_Your goal_: Scan the entries for the word "nodes" and return every line that has it.

-------- Provided data --------

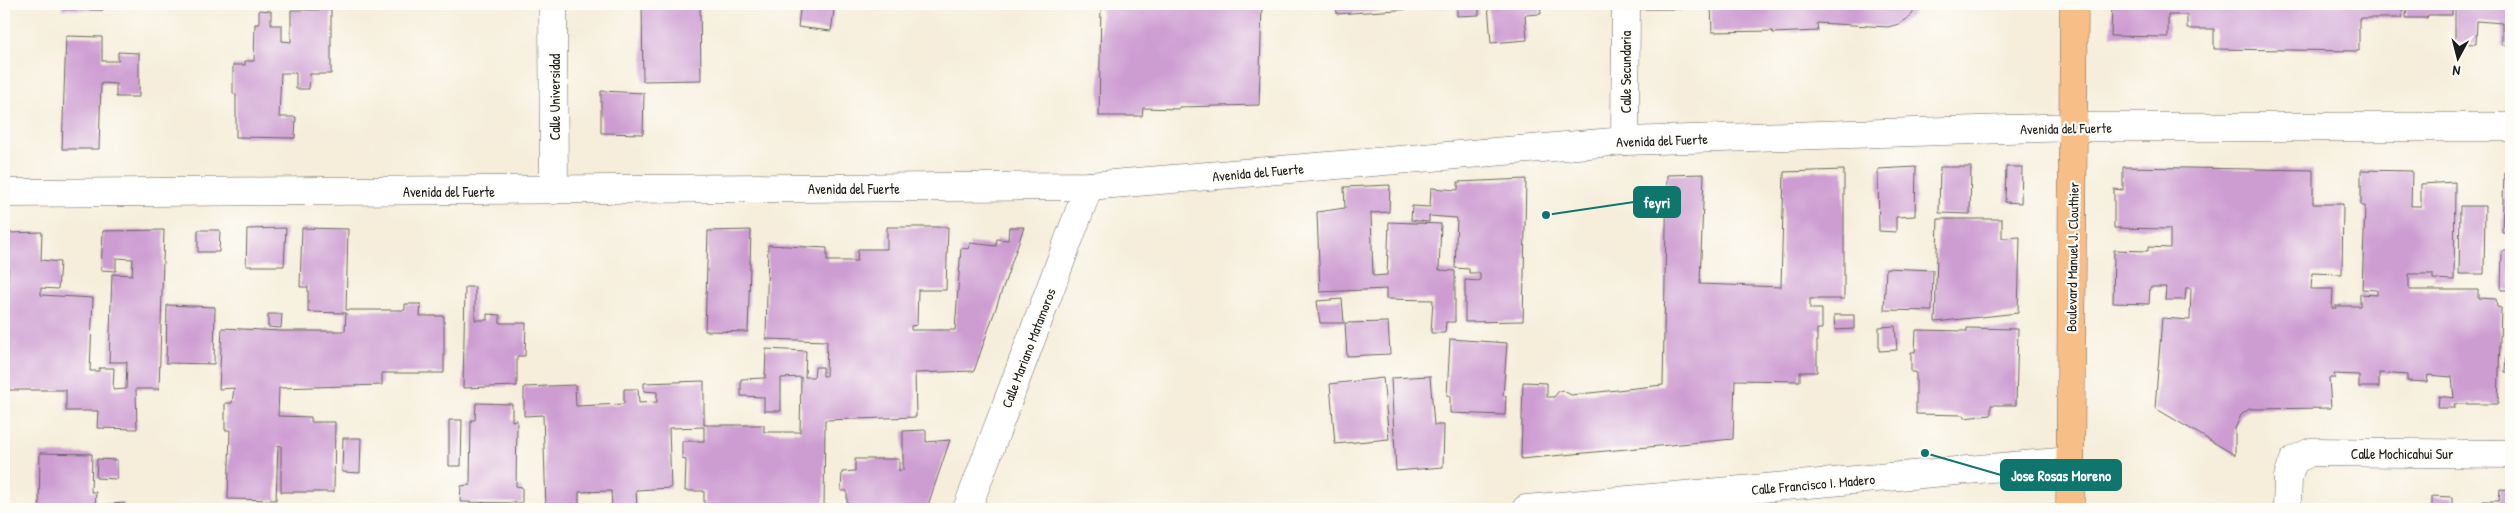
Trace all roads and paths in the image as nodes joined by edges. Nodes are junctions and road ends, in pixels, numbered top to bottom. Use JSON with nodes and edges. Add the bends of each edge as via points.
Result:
{"nodes":[{"id":1,"x":553,"y":4,"type":"edge"},
{"id":2,"x":1626,"y":4,"type":"edge"},
{"id":3,"x":2074,"y":4,"type":"edge"},
{"id":4,"x":2073,"y":127,"type":"junction"},
{"id":5,"x":2511,"y":127,"type":"edge"},
{"id":6,"x":1625,"y":141,"type":"junction"},
{"id":7,"x":1089,"y":186,"type":"junction"},
{"id":8,"x":554,"y":190,"type":"junction"},
{"id":9,"x":4,"y":193,"type":"edge"},
{"id":10,"x":2511,"y":454,"type":"edge"},
{"id":11,"x":2070,"y":461,"type":"junction"},
{"id":12,"x":967,"y":509,"type":"edge"},
{"id":13,"x":1526,"y":509,"type":"edge"},
{"id":14,"x":2070,"y":509,"type":"edge"},
{"id":15,"x":2288,"y":509,"type":"edge"}],
"edges":[{"from":1,"to":8,"type":"street","name":"Calle Universidad"},
{"from":2,"to":6,"type":"street","name":"Calle Secundaria"},
{"from":3,"to":4,"type":"main road","name":"Boulevard Manuel J. Clouthier"},
{"from":4,"to":5,"type":"street","name":"Avenida del Fuerte"},
{"from":4,"to":6,"type":"street","name":"Avenida del Fuerte"},
{"from":4,"to":11,"type":"main road","name":"Boulevard Manuel J. Clouthier"},
{"from":6,"to":7,"type":"street","name":"Avenida del Fuerte"},
{"from":7,"to":8,"type":"street","name":"Avenida del Fuerte"},
{"from":7,"to":12,"type":"street","name":"Calle Mariano Matamoros"},
{"from":8,"to":9,"type":"street","name":"Avenida del Fuerte"},
{"from":10,"to":15,"type":"street","name":"Calle Mochicahui Sur","via":[[2311,452],[2294,460],[2288,478]]},
{"from":11,"to":13,"type":"street","name":"Calle Francisco I. Madero"},
{"from":11,"to":14,"type":"main road","name":"Boulevard Manuel J. Clouthier"}]}
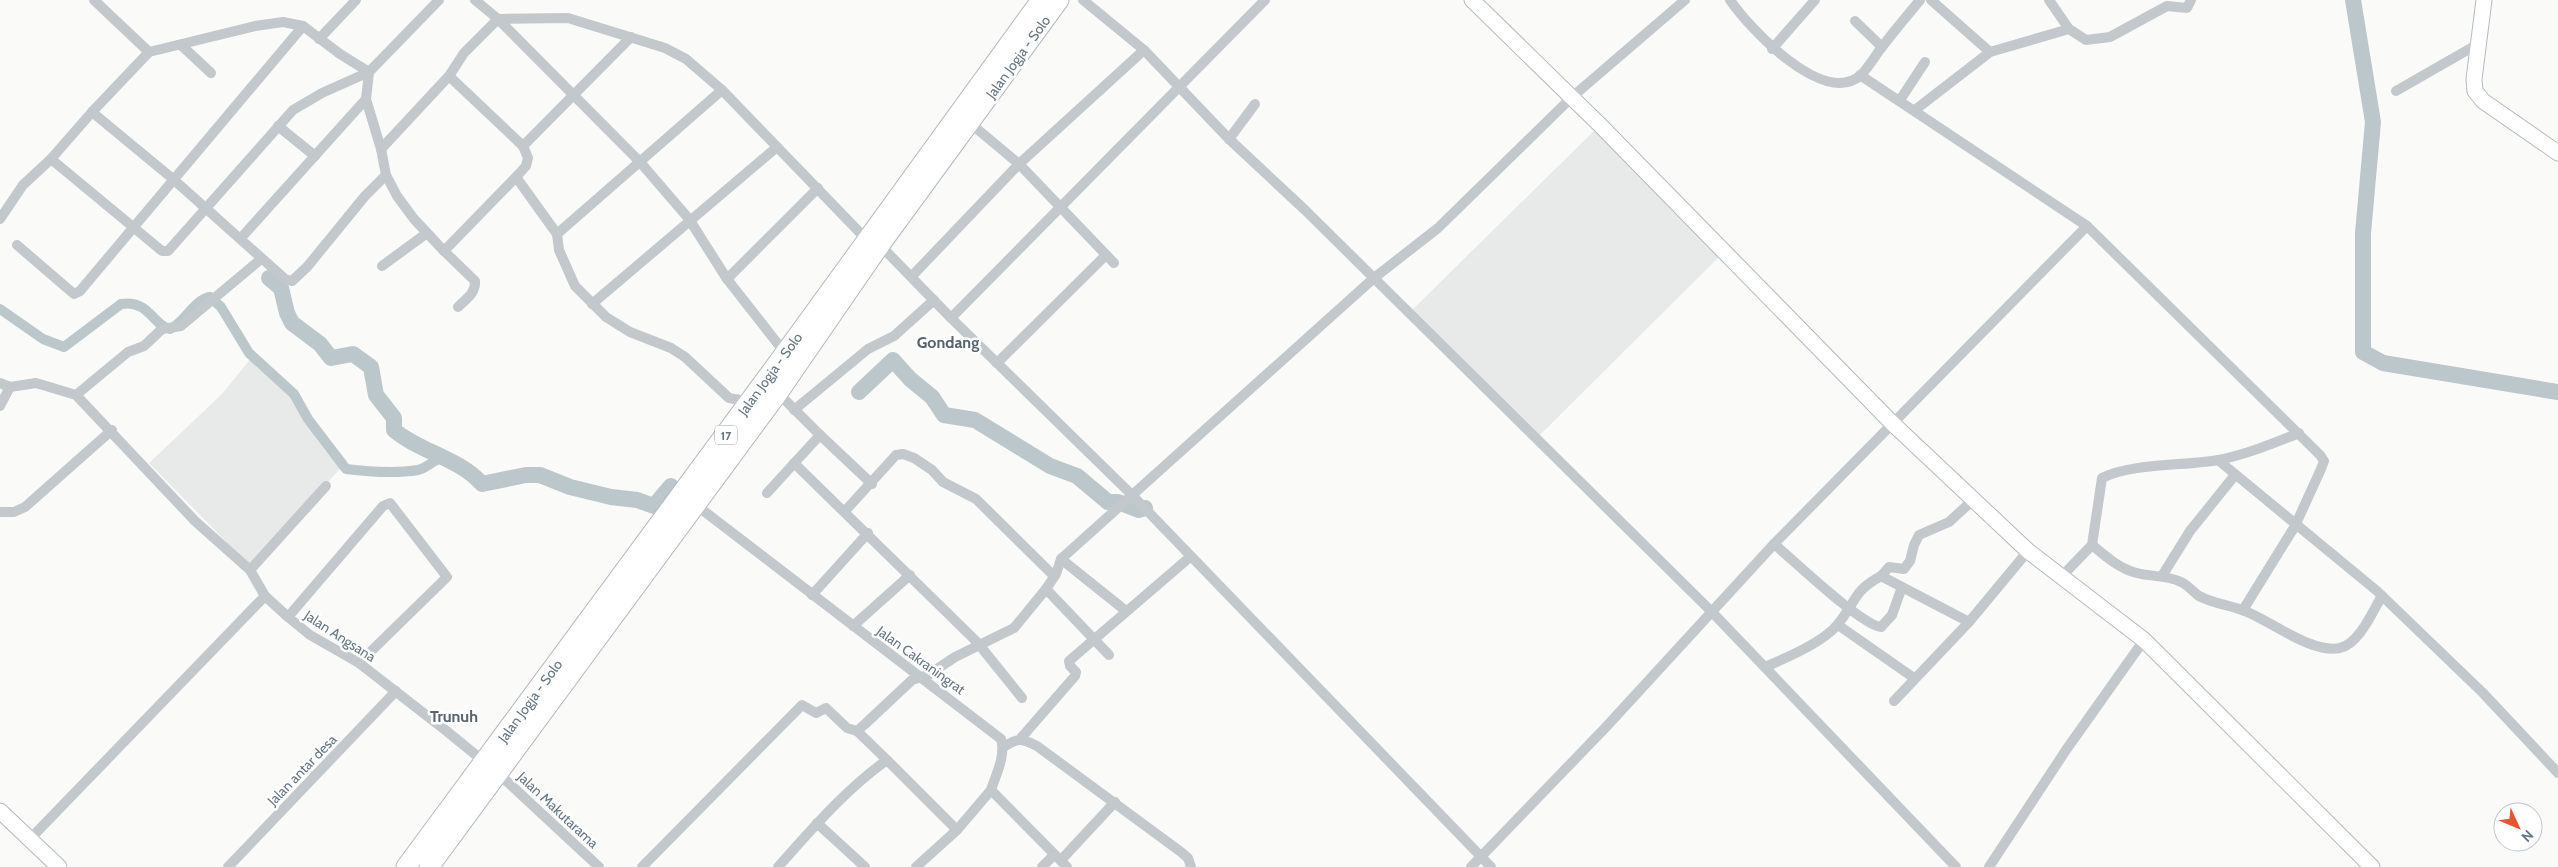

--------

_Response area_:
Trace all roads and paths in the image as nodes joined by edges. Nodes are junctions and road ends, in pixels, numbered top to bottom. Use JSON with nodes and edges. Add the bends of each edge as via points.
{"nodes":[{"id":1,"x":553,"y":4,"type":"edge"},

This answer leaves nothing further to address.